Work package 1: Data capture and infrastructure
Lead: Karolinska Institutet
The work package aims to capture relevant real-world data (RWD), harmonise, combine with genetics, and ensure safe, secure, and transparent running and sustainability of the main data infrastructure. Specific objectives are to:
- Capture complementary pharmacological treatment outcome data (response, adverse effects, trajectories) from cross-border eHRs, questionnaires, health registries and genotyped biobanks, applying novel analytic tools including machine learning (ML) and artificial intelligence (AI).
- Define pharmacological treatment outcome and multimorbidities with standardised data within (eHRs, registry data) and between different data sources (RWD, RCT).
- Run and sustain the secure Tryggve/ELIXIR infrastructure and for cross-border analysis of data from different sources, and develop and exploit the REAL-WD Platform in compliance with the General Data Protection Regulation (GDPR).
Description of work
WP1 provides the infrastructure and tools to capture and collate RWD from multiple sources and to integrate it with research data and randomised controlled trial (RCT) data. The WP will customise existing tools and receive data or co-ordinate non-sharable data from each country, and support the other scientific WPs (2-5) with infrastructure and portable tools for data analysis to obtain their specific aims.

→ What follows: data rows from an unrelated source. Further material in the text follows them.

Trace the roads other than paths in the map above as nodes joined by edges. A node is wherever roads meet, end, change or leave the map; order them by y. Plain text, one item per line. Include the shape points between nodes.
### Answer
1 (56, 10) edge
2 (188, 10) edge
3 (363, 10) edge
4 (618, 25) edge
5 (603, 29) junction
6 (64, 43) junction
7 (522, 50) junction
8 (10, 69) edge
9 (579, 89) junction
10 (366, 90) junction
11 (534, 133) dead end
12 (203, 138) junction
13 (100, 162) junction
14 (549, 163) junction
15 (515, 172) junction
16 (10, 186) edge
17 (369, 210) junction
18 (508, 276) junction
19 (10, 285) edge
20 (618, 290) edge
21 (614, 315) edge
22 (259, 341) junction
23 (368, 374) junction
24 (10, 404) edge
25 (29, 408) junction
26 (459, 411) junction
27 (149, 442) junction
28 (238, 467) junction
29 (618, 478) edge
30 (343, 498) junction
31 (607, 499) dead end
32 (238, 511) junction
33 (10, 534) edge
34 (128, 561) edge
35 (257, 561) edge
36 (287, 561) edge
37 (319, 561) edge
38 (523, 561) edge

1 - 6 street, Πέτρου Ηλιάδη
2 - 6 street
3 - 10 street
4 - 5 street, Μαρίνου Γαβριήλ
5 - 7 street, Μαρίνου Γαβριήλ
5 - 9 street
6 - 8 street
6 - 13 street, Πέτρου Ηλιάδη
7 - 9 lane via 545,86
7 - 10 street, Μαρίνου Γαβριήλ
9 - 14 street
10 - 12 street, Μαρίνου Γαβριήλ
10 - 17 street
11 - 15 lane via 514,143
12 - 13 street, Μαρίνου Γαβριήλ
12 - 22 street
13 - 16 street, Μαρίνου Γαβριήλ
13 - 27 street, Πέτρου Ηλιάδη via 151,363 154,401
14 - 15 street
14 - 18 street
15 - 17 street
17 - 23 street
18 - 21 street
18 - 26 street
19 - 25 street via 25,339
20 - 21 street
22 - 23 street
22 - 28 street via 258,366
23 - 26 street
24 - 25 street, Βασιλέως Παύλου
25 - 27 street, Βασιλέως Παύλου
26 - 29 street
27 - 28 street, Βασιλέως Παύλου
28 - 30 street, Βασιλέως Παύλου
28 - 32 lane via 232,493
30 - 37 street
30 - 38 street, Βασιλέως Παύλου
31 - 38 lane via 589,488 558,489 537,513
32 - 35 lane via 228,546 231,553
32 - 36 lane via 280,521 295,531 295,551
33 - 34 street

WP1 will develop a cross-European network, expanding the current Nordic system (Tryggve), to secure sustainability of the developed data tools and infrastructure, while maintaining ethical, secure and GDPR-compliant data transfer and sharing protocols. The REAL-WD data platform will ensure data access and sharing by researchers and other stakeholders across Europe.
The WP will capture and curate RWD to define treatment outcomes and multimorbidities in those with mental disorders from cross-border sources, including registry data, eHR, clinical records, and data collected through questionnaires and digital tools. We will define the disorders, comorbidities and outcomes of already genotyped cases (cross-referenced, nation-wide biobanks) based on information from one or more of: i) clinical studies on mental disorders; ii) registry information, iii) eHRs; or iv) health surveys/online questionnaires (inference).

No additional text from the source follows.